De Adagia is een verzameling Griekse en Latijnse spreuken en korte betogen van de Nederlandse theoloog en humanist Desiderius Erasmus. Het boek werd het eerst gedrukt te Parijs in 1500 en bestond toen uit 818 klassieke citaten en spreekwoorden. Hij bleef er met tussenpozen zijn leven lang aan werken totdat het bij de laatste uitgave voor zijn dood in 1536 was uitgegroeid tot een collectie van 4151 adagia. Zijn grote belezenheid van schrijvers uit de klassieke oudheid en kerkvaders en zijn vele reizen boden de inspiratie voor zijn reflecties. Bij zijn overlijden had hij 4658 adagia opgesteld.[1][2]

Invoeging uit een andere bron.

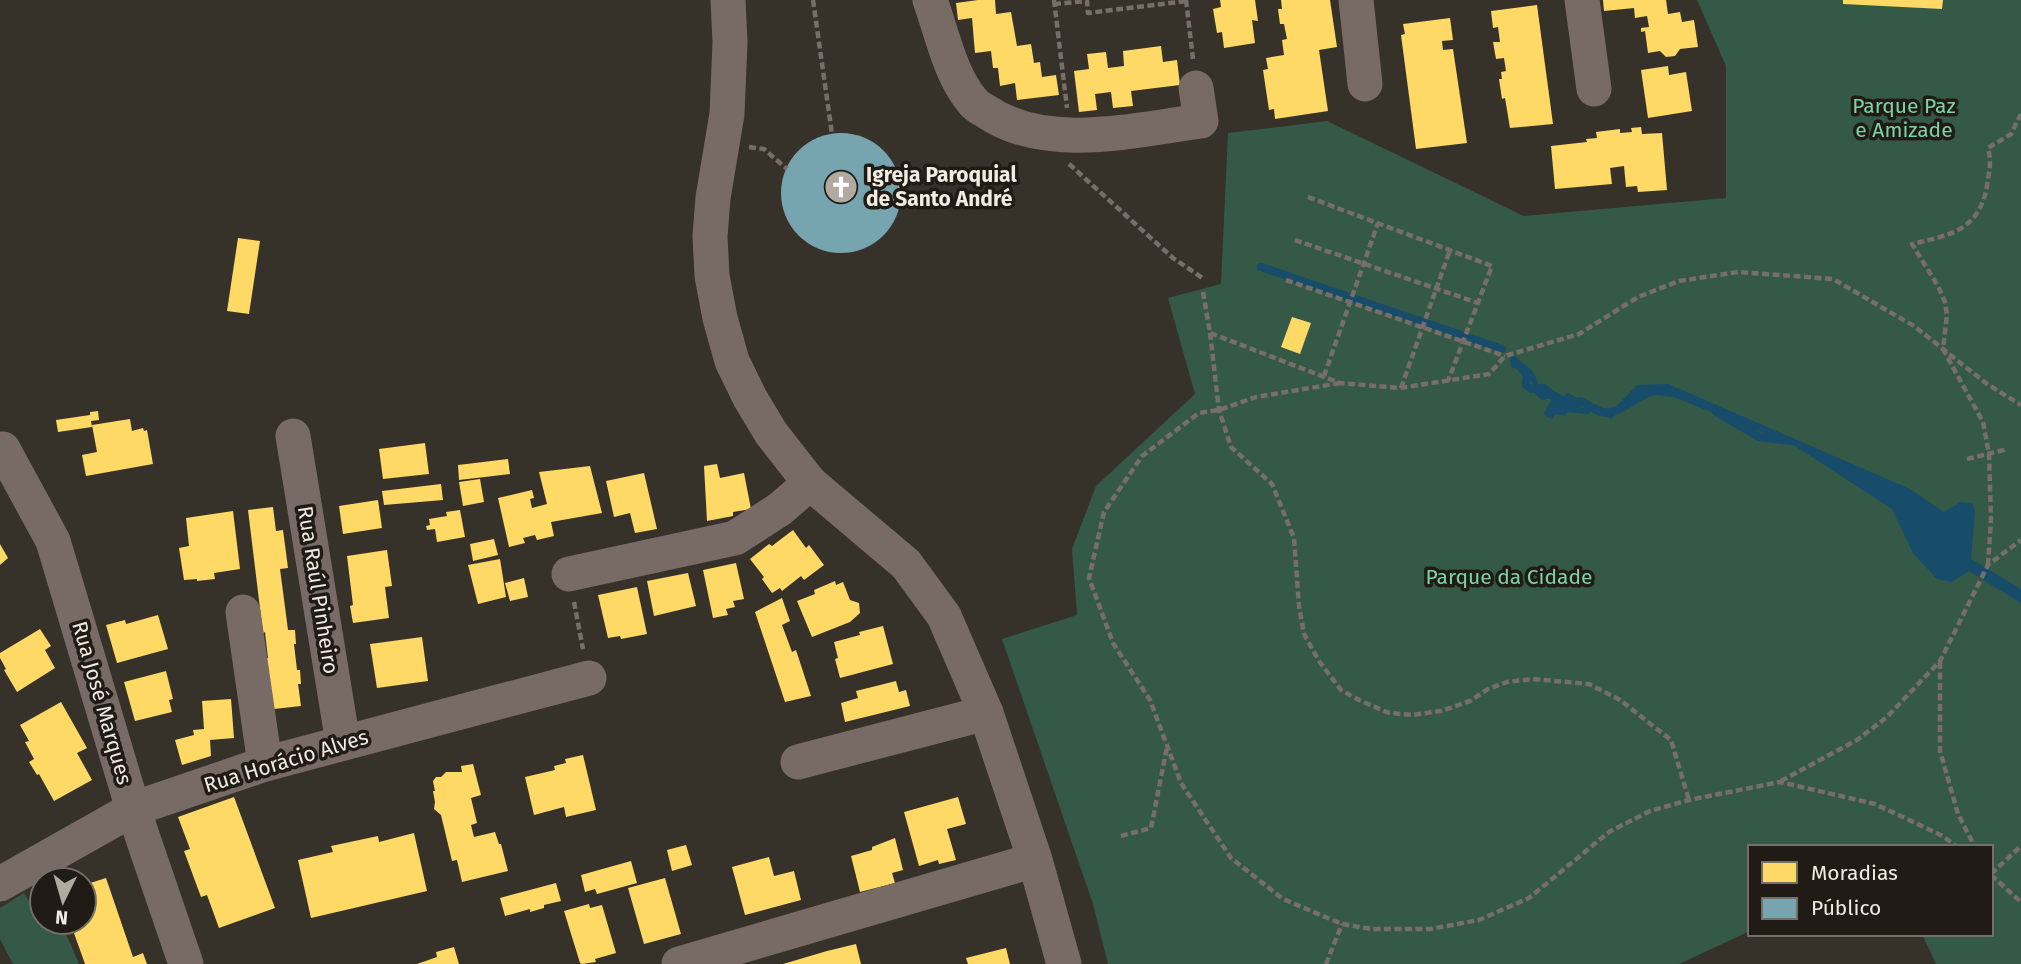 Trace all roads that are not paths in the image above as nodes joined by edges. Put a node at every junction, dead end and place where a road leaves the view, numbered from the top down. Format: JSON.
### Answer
{"nodes":[{"id":1,"x":728,"y":0,"type":"edge"},
{"id":2,"x":930,"y":0,"type":"edge"},
{"id":3,"x":1356,"y":0,"type":"edge"},
{"id":4,"x":1582,"y":0,"type":"edge"},
{"id":5,"x":1365,"y":84,"type":"dead end"},
{"id":6,"x":1196,"y":88,"type":"road end"},
{"id":7,"x":1594,"y":89,"type":"dead end"},
{"id":8,"x":293,"y":436,"type":"dead end"},
{"id":9,"x":1,"y":447,"type":"edge"},
{"id":10,"x":810,"y":483,"type":"junction"},
{"id":11,"x":569,"y":574,"type":"road end"},
{"id":12,"x":243,"y":612,"type":"dead end"},
{"id":13,"x":589,"y":678,"type":"road end"},
{"id":14,"x":986,"y":713,"type":"junction"},
{"id":15,"x":343,"y":743,"type":"junction"},
{"id":16,"x":798,"y":762,"type":"dead end"},
{"id":17,"x":265,"y":764,"type":"junction"},
{"id":18,"x":133,"y":809,"type":"junction"},
{"id":19,"x":1035,"y":860,"type":"junction"},
{"id":20,"x":0,"y":884,"type":"edge"},
{"id":21,"x":186,"y":964,"type":"edge"},
{"id":22,"x":679,"y":964,"type":"edge"},
{"id":23,"x":1064,"y":964,"type":"edge"}],
"edges":[{"from":1,"to":10,"type":"street"},
{"from":2,"to":6,"type":"street"},
{"from":3,"to":5,"type":"street"},
{"from":4,"to":7,"type":"street"},
{"from":8,"to":15,"type":"street","name":"Rua Raúl Pinheiro"},
{"from":9,"to":18,"type":"street","name":"Rua José Marques"},
{"from":10,"to":11,"type":"street"},
{"from":10,"to":14,"type":"street"},
{"from":12,"to":17,"type":"street"},
{"from":13,"to":15,"type":"street","name":"Rua Horácio Alves"},
{"from":14,"to":16,"type":"street"},
{"from":14,"to":19,"type":"street"},
{"from":15,"to":17,"type":"street","name":"Rua Horácio Alves"},
{"from":17,"to":18,"type":"street","name":"Rua Horácio Alves"},
{"from":18,"to":20,"type":"street","name":"Rua Horácio Alves"},
{"from":18,"to":21,"type":"street","name":"Rua José Marques"},
{"from":19,"to":22,"type":"street"},
{"from":19,"to":23,"type":"street"}]}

De eerste druk was getiteld Collectanea Adagiorum en verscheen in een handzaam quartoformaat. Tijdens zijn tijd in Italië groeide de verzameling snel: in 1508 stond de teller op 3260 spreuken. Hij veranderde toen ook de titel in Adagiorum Chiliades, "De duizenden spreekwoorden", de benaming waarmee ook alle volgende uitgaven worden aangeduid. De aforismen waren veelal voorzien van uitgebreide voetnoten, korte opstellen over politieke of morele onderwerpen. In sommige stukken trok hij fel van leer tegen misstanden die hij zag in het functioneren van kerk en staat.
Het werk was zijn eerste publicatie die een wijder publiek bereikte en bezorgde hem onverwijld een goede naam. Erasmus introduceerde de brede term adagium in de titel om uitspraken van een veelomvattend scala aan auteurs te vergelijken met spreekwoorden uit zijn eigen tijd. Zo ontstond de mogelijkheid om antieke argumenten toe te passen in eigentijdse situaties op een manier die in de middeleeuwen ondenkbaar was geweest. Het genre van verzamelde opmerkingen zou in de Renaissance onder humanisten een hoge vlucht nemen, maar de meestgelezen Adagia in de 16e eeuw waren die van Erasmus. Zijn spreuken vergezelden hem op al zijn tochten en verspreidden zich al tijdens zijn leven in verschillende invloedrijke vormen over Europa.[3][4]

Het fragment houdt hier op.